Some nightjars are also given to extreme caudal exhibitionism. The extraordinary Lyre-tailed Nightjar of the tropical Andes has a pair of outer tail feathers up to 80 cm long. Groups of males gather to flaunt their tails to prospective mates by flicking them provocatively while hovering above the ground (Cleere and Kirwan 2017).
Tails have been put to other purposes too. Groups as disparate as woodpeckers, Northern Hemisphere creepers, South American woodcreepers and some swifts have evolved stiff pointed shafts that are used as props while clinging to a vertical surface – extracting prey from bark crevices for most, or clinging to a cliff while nesting in the case of the spine-tailed swifts. Here, the vane (the ‘feathery bit’) simply ends before the tip of the shaft.
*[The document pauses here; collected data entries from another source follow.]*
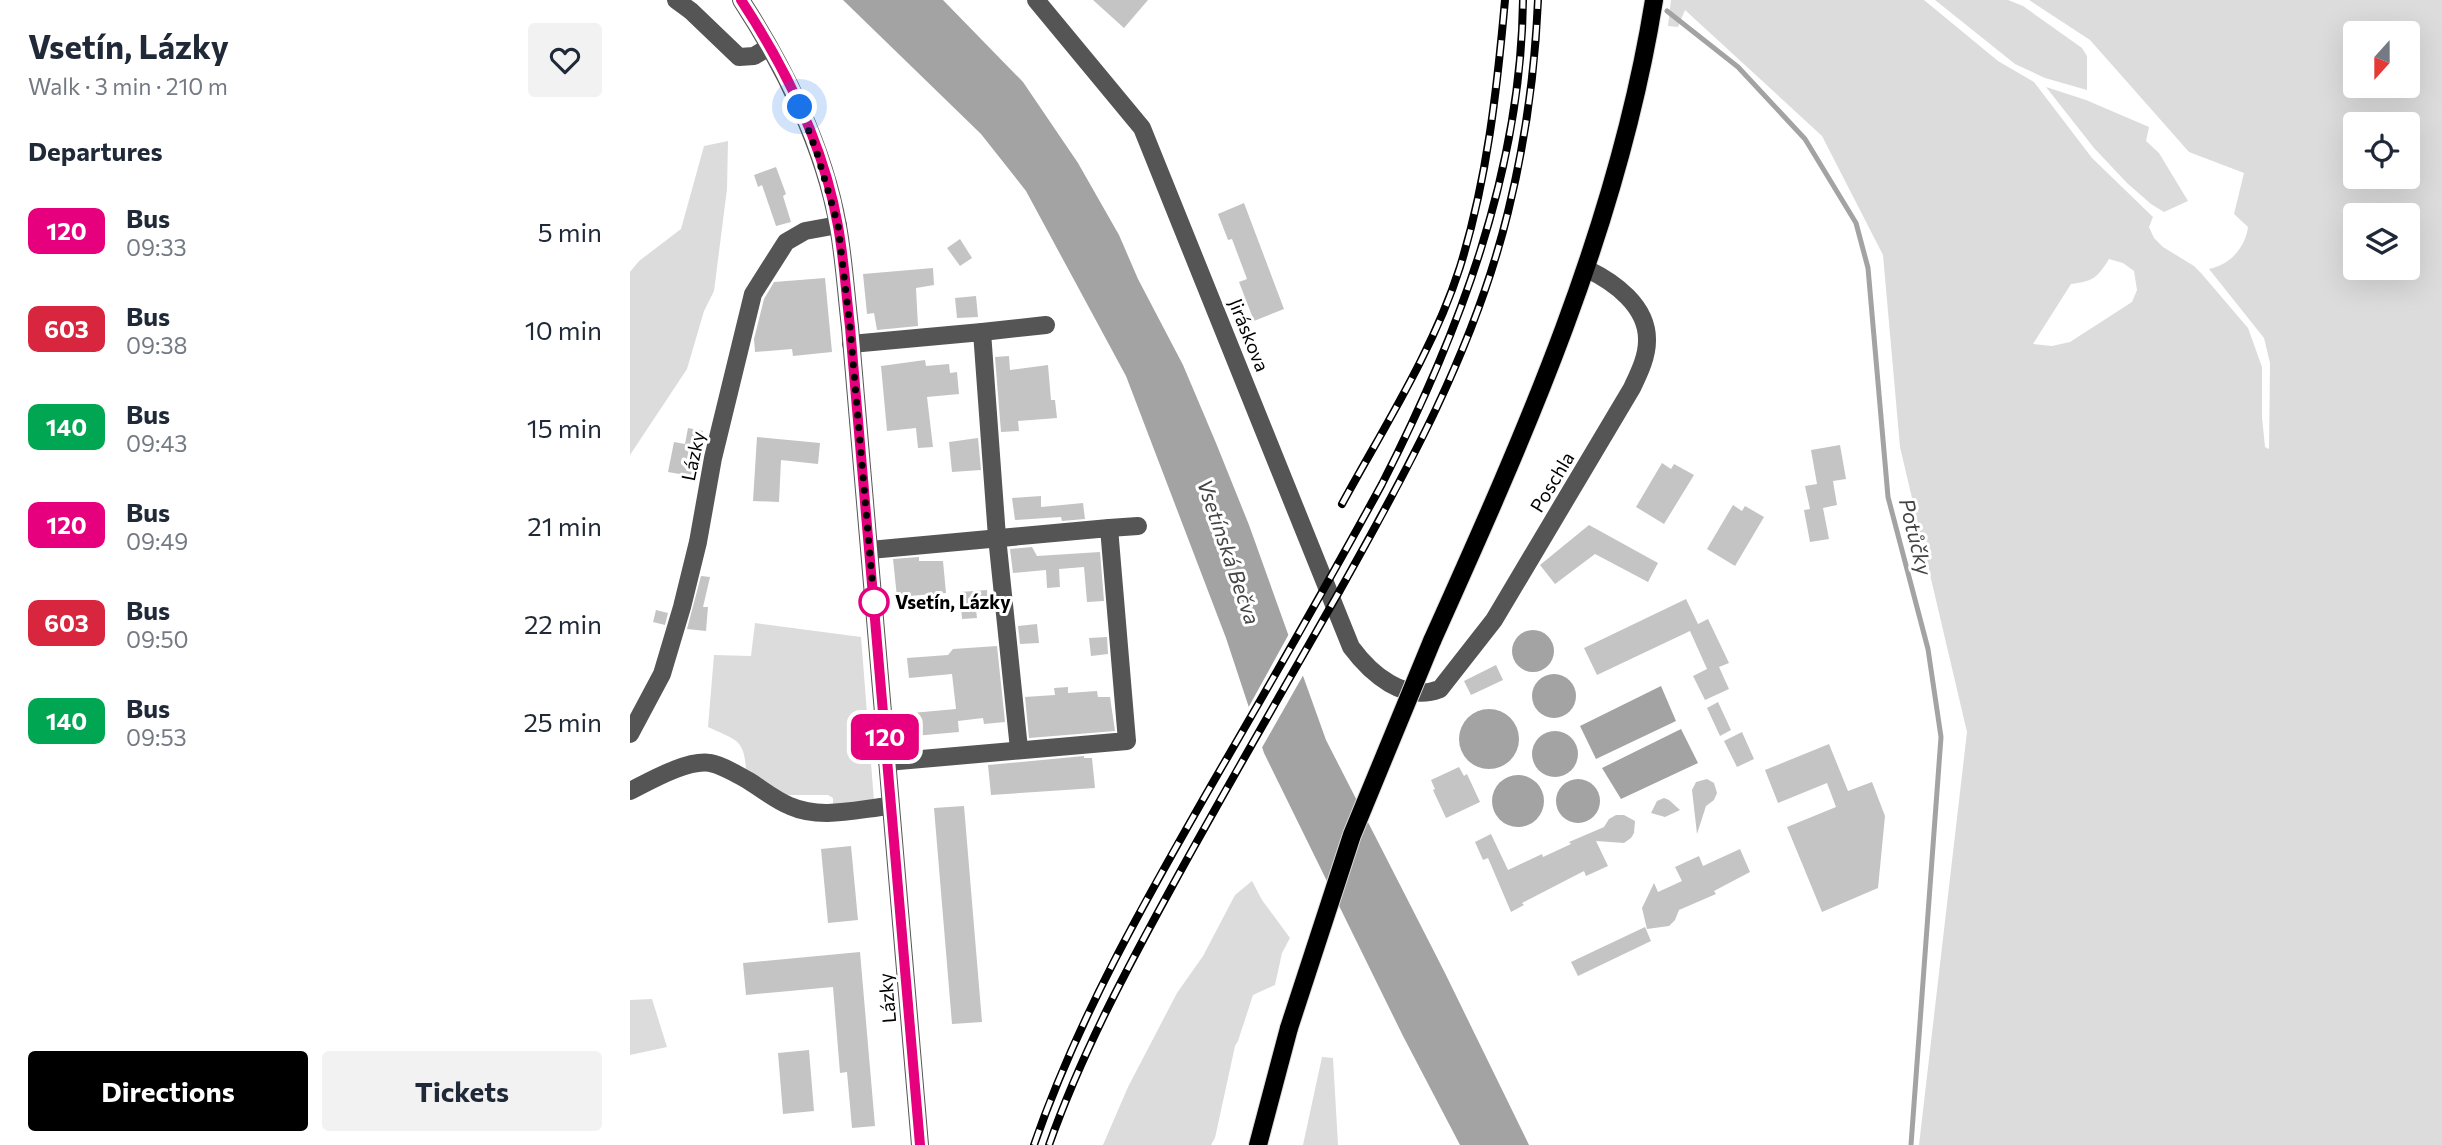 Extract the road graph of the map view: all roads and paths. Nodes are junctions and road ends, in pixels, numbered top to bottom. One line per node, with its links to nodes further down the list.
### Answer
1 (676, 0): 5 (street)
2 (741, 0): 5 (street, Lázky)
3 (1036, 0): 15 (street, Jiráskova)
4 (1654, 0): 7 (main road)
5 (769, 47): 6 (street, Lázky)
6 (838, 225): 10 (street, Lázky); 16 (street, Lázky)
7 (1587, 269): 15 (street, Poschla); 22 (main road, bridge)
8 (1046, 325): 9 (street)
9 (982, 332): 10 (street); 13 (street)
10 (851, 344): 14 (street, Lázky)
11 (1138, 526): 12 (street)
12 (1109, 528): 13 (street); 17 (street)
13 (997, 537): 14 (street); 17 (street)
14 (870, 550): 18 (street, Lázky)
15 (1406, 690)
16 (630, 734)
17 (1019, 749): 18 (street)
18 (887, 762): 20 (street, Lázky)
19 (630, 791): 20 (street)
20 (890, 806): 21 (street, Lázky)
21 (920, 1145)
22 (1258, 1145) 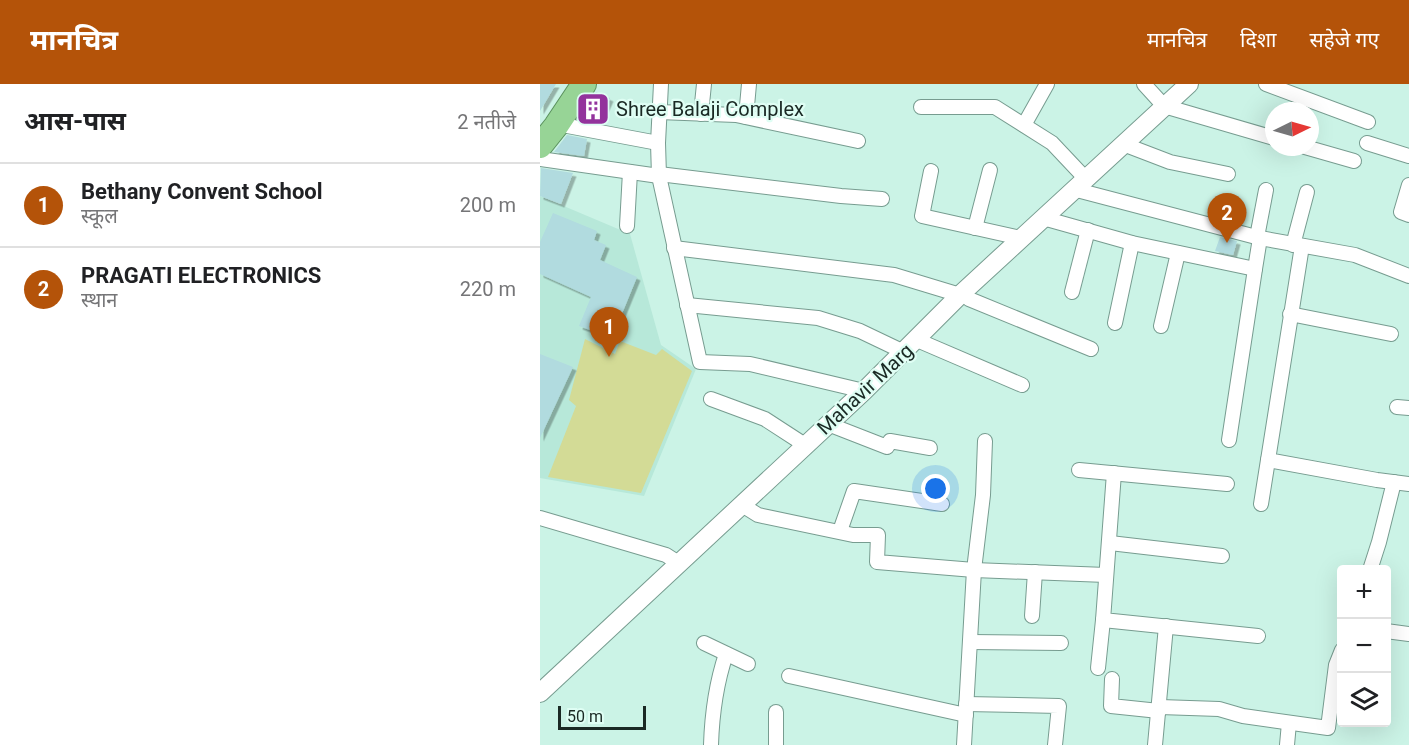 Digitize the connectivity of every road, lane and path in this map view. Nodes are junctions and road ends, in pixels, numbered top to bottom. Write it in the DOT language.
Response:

Australian Brushturkeys (big forest-dwelling mound-dwellers of eastern Australia) have their tail feathers arranged, or least held, to form a vertical fan, presumably for steering when running through dense vegetation. Willie Wagtails (a common and familiar member of the fantail Family throughout the whole of mainland Australia) hunt mostly on the ground and constantly flick their tail from side to side to scare up insects from the grass.